BRIEF: What lines of the material below include the string "paths"? Copy all of them.

SOURCE INFORMATION:

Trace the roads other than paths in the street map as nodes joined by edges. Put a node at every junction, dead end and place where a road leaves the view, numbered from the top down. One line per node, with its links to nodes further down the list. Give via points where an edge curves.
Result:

---

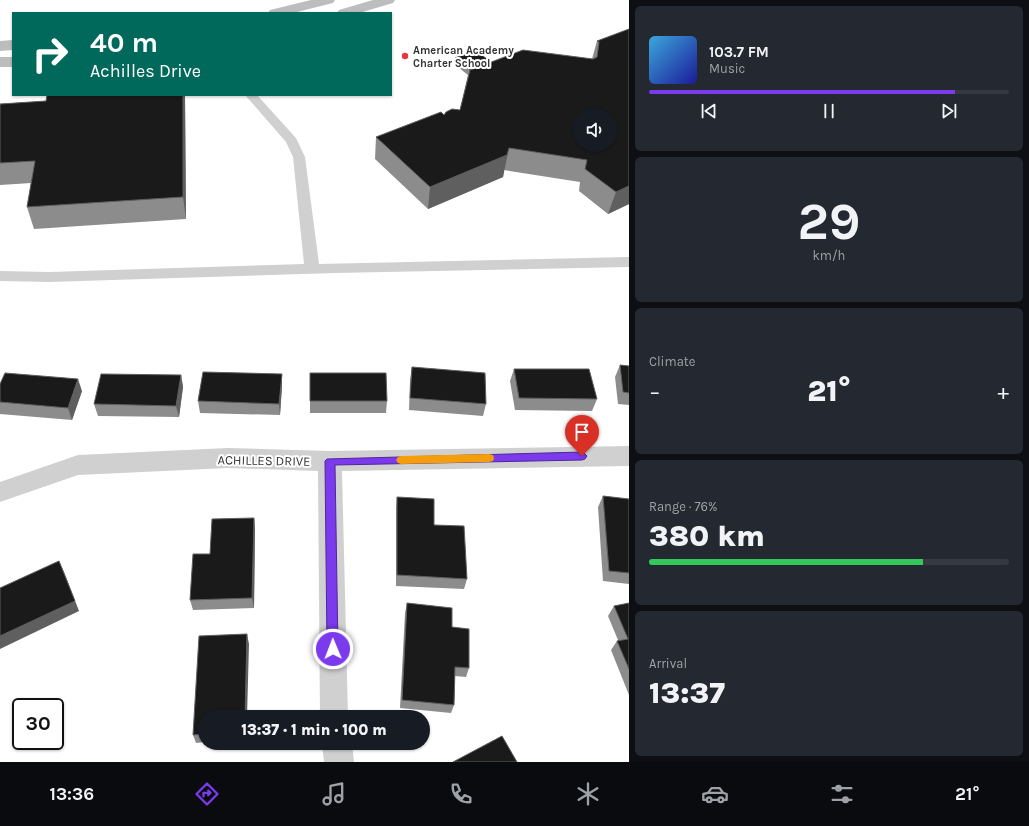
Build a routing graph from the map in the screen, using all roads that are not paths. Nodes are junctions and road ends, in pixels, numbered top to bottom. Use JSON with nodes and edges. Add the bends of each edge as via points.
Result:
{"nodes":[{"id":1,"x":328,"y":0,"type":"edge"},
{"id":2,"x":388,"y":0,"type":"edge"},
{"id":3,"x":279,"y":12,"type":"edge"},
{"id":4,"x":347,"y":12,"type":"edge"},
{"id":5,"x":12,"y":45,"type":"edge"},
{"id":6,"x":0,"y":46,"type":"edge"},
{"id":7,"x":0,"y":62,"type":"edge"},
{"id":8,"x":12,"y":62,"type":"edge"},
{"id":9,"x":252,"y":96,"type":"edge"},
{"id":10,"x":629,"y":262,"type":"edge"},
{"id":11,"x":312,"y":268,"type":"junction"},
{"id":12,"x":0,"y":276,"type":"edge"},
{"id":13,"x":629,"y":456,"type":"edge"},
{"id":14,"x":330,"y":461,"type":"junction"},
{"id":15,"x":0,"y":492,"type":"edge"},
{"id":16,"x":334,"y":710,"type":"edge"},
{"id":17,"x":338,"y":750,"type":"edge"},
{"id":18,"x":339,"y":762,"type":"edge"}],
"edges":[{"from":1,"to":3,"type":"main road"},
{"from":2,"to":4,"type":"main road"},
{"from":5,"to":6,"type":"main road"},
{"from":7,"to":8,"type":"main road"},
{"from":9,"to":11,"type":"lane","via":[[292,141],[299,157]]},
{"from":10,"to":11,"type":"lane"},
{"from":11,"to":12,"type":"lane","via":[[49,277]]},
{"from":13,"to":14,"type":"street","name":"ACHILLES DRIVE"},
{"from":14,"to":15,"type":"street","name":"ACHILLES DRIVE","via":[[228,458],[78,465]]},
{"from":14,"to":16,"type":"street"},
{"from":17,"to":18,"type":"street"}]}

PROBLEM SOLUTION:
Trace the roads other than paths in the street map as nodes joined by edges. Put a node at every junction, dead end and place where a road leaves the view, numbered from the top down. One line per node, with its links to nodes further down the list. Give via points where an edge curves.
Build a routing graph from the map in the screen, using all roads that are not paths. Nodes are junctions and road ends, in pixels, numbered top to bottom. Use JSON with nodes and edges. Add the bends of each edge as via points.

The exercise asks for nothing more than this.